Ronaldo suava frio após ter escutado o irmão dizendo “é o que mais desejo, a morte do bicho”, pegou um lenço e rapidamente limpou a face.

- Irmão, tu não deves desejar a morte dos outros, nas sextas ele pode ser um bicho, mas nos outros dias é humano, como todos nós - advertiu o padre.

- Desculpe irmão, sou apenas um simples pecador.

- É uma pessoa de ótimo coração também, pecadores todos nós somos.

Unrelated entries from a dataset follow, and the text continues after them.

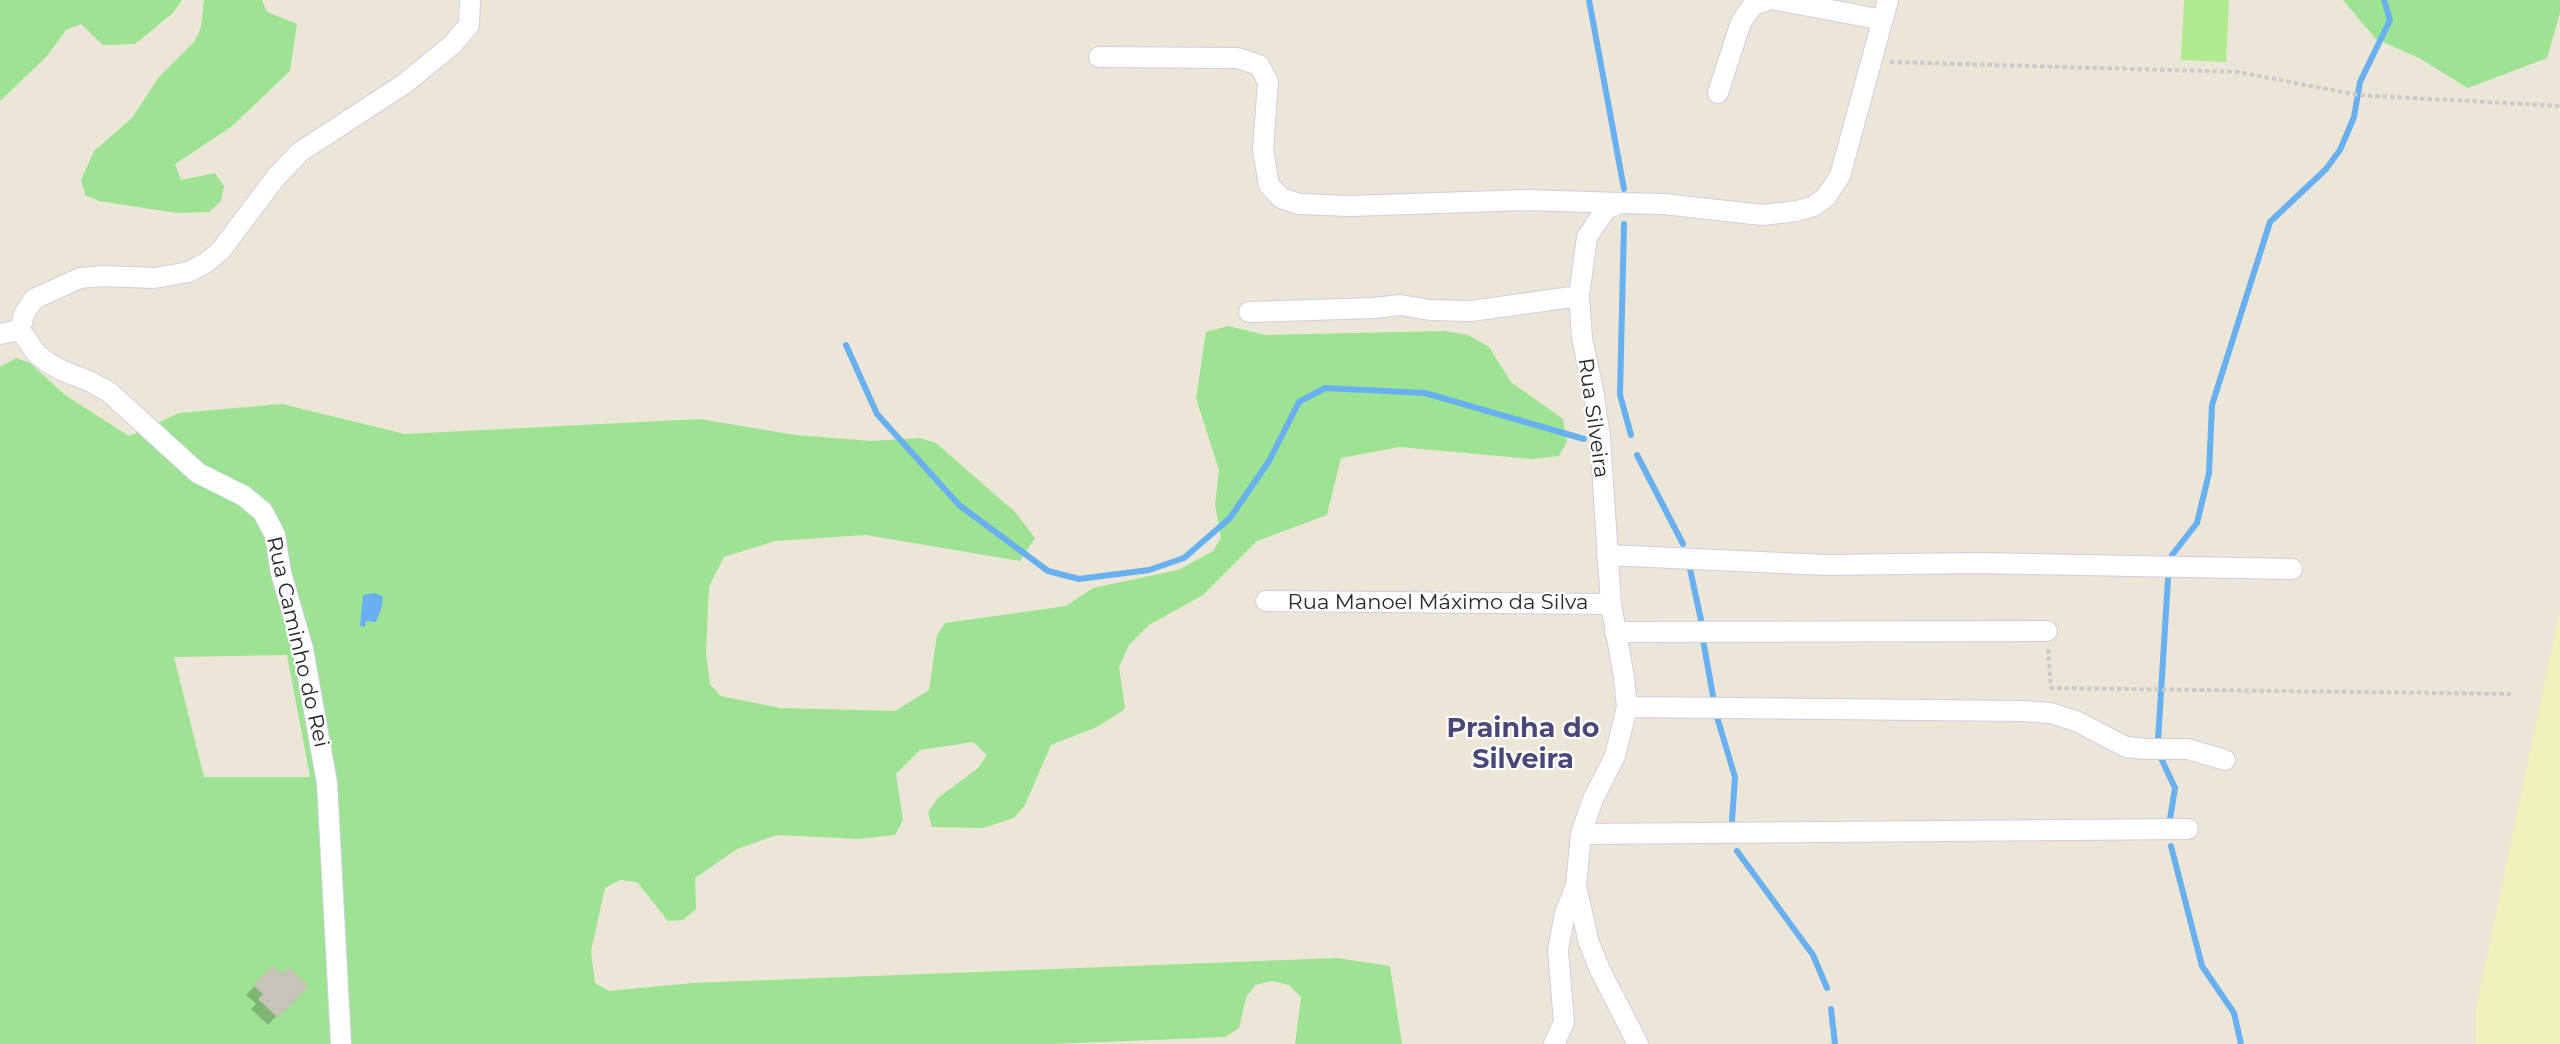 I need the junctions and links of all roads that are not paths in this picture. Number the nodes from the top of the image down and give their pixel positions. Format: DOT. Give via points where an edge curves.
graph roads {
  1 [pos="470,0"];
  2 [pos="1768,0"];
  3 [pos="1778,0"];
  4 [pos="1888,0"];
  5 [pos="1883,20"];
  6 [pos="1099,57"];
  7 [pos="1718,93"];
  8 [pos="1620,203"];
  9 [pos="1579,296"];
  10 [pos="1249,312"];
  11 [pos="20,330"];
  12 [pos="0,334"];
  13 [pos="1607,555"];
  14 [pos="2292,569"];
  15 [pos="1266,601"];
  16 [pos="1611,604"];
  17 [pos="2047,631"];
  18 [pos="1615,632"];
  19 [pos="1627,707"];
  20 [pos="2225,760"];
  21 [pos="2187,829"];
  22 [pos="1581,834"];
  23 [pos="1576,886"];
  24 [pos="341,1044"];
  25 [pos="1554,1044"];
  26 [pos="1638,1044"];
  1 -- 11 [label="street" via="469,25 452,45 404,84 300,152 207,262 189,272 154,278 80,278 34,299"];
  2 -- 7 [label="street" via="1753,5 1741,22"];
  3 -- 5 [label="street"];
  4 -- 5 [label="street"];
  5 -- 8 [label="street" via="1840,176 1827,197 1814,206 1762,214"];
  6 -- 8 [label="street" via="1237,57 1259,65 1268,82 1263,150 1269,184 1281,198 1299,204 1526,200"];
  8 -- 9 [label="street, Rua Silveira" via="1606,209 1587,237"];
  9 -- 10 [label="street" via="1472,311 1400,305"];
  9 -- 13 [label="street, Rua Silveira" via="1599,437"];
  11 -- 12 [label="street"];
  11 -- 24 [label="street, Rua Caminho do Rei" via="47,362 109,392 198,473 244,496 263,512 276,535 281,573 303,649 327,783"];
  13 -- 14 [label="street" via="1826,565 1977,563"];
  13 -- 16 [label="street, Rua Silveira"];
  15 -- 16 [label="street, Rua Manoel Máximo da Silva"];
  16 -- 18 [label="street, Rua Silveira"];
  17 -- 18 [label="street"];
  18 -- 19 [label="street, Rua Silveira"];
  19 -- 20 [label="street" via="2050,713 2076,721 2126,747 2188,749"];
  19 -- 22 [label="street, Rua Silveira" via="1615,756"];
  21 -- 22 [label="street"];
  22 -- 23 [label="street, Rua Silveira"];
  23 -- 25 [label="street" via="1565,913 1558,950 1564,1022"];
  23 -- 26 [label="street, Rua Silveira" via="1589,943"];
}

Às oito da noite todos saíam da igreja e o padre arrumava o altar, retirando o que devia ser limpo e varrendo-a. Antes de dormir, pedia ao pai que zelasse pela saúde de José e pela segurança de todos da pequena cidade, que os livrasse da besta.

Todas as noites de sexta-feira, Ronaldo sumia, ninguém da cidade sabia onde ele estava, aqueles que tinham coragem de sair naquele momento, geralmente mendigos ou pessoas sem teto que vagavam sem rumo pela cidade, podiam ouvir choros vindo da casinha atrás da capela, provavelmente era o irmão do padre, que se sentia solitário ali sozinho na noite obscura.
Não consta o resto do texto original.